[Saved data entries]
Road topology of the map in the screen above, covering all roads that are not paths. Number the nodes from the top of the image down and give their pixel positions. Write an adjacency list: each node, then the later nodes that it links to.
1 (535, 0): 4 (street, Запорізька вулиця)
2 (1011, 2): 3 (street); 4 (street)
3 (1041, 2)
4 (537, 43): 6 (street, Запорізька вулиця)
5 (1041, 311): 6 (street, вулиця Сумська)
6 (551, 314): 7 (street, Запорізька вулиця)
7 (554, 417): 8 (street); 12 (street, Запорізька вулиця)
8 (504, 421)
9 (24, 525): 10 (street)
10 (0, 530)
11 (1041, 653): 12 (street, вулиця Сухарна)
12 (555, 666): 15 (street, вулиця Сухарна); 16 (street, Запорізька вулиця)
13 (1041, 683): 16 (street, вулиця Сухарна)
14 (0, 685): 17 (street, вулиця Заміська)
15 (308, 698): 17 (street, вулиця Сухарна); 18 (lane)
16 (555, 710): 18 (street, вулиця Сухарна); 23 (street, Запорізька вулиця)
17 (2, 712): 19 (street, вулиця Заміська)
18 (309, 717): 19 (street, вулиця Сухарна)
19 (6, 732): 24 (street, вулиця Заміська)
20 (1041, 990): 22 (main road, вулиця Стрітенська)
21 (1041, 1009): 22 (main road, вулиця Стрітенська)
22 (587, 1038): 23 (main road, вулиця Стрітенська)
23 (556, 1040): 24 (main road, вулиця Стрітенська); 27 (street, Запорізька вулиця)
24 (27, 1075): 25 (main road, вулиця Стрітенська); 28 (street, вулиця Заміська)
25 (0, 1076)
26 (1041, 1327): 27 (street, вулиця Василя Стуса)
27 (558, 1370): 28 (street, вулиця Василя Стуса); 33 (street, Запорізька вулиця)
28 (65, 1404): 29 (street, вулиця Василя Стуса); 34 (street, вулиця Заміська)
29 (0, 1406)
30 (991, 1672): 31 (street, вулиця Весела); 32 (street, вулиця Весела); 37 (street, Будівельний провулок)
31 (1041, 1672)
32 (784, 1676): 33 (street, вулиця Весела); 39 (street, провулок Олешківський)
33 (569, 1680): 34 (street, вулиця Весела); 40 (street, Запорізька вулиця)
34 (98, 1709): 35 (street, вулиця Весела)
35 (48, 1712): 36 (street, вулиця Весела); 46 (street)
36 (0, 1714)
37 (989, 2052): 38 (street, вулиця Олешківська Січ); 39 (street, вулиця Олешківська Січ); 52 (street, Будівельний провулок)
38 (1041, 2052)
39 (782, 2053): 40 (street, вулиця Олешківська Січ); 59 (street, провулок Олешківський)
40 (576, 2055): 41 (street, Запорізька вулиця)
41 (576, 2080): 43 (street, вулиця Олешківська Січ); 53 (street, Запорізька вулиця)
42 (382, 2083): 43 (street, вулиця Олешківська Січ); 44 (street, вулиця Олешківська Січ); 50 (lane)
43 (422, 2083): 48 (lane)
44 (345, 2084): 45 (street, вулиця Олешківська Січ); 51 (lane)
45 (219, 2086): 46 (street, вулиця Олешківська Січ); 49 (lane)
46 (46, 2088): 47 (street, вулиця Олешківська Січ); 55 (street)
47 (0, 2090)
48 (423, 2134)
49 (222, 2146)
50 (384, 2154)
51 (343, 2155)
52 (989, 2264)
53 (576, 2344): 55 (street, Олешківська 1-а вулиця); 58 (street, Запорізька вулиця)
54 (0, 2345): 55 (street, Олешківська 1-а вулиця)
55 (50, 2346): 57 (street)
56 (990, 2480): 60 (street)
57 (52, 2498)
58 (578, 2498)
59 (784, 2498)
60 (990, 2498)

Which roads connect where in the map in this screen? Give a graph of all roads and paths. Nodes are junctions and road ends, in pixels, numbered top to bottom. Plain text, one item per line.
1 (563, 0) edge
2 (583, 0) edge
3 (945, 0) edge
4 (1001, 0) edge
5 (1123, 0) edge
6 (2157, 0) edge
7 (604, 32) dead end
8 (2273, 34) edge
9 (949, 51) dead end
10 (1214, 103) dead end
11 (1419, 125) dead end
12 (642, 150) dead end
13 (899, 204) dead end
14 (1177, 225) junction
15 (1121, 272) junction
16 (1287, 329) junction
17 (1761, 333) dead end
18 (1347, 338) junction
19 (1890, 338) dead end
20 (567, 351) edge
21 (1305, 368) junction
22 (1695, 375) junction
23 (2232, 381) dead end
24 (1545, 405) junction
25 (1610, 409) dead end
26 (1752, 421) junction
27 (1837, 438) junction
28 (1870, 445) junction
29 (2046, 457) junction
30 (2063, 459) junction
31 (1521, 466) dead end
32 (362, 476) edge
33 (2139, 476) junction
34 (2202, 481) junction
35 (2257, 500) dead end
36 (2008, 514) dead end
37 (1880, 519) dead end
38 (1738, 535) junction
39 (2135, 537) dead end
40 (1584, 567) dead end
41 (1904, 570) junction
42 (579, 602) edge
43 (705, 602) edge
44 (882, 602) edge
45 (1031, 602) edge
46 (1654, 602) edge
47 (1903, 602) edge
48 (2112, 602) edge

Task goal: For the records above, state how many lines include "Стуса", giving no more than the number.

Task response: 3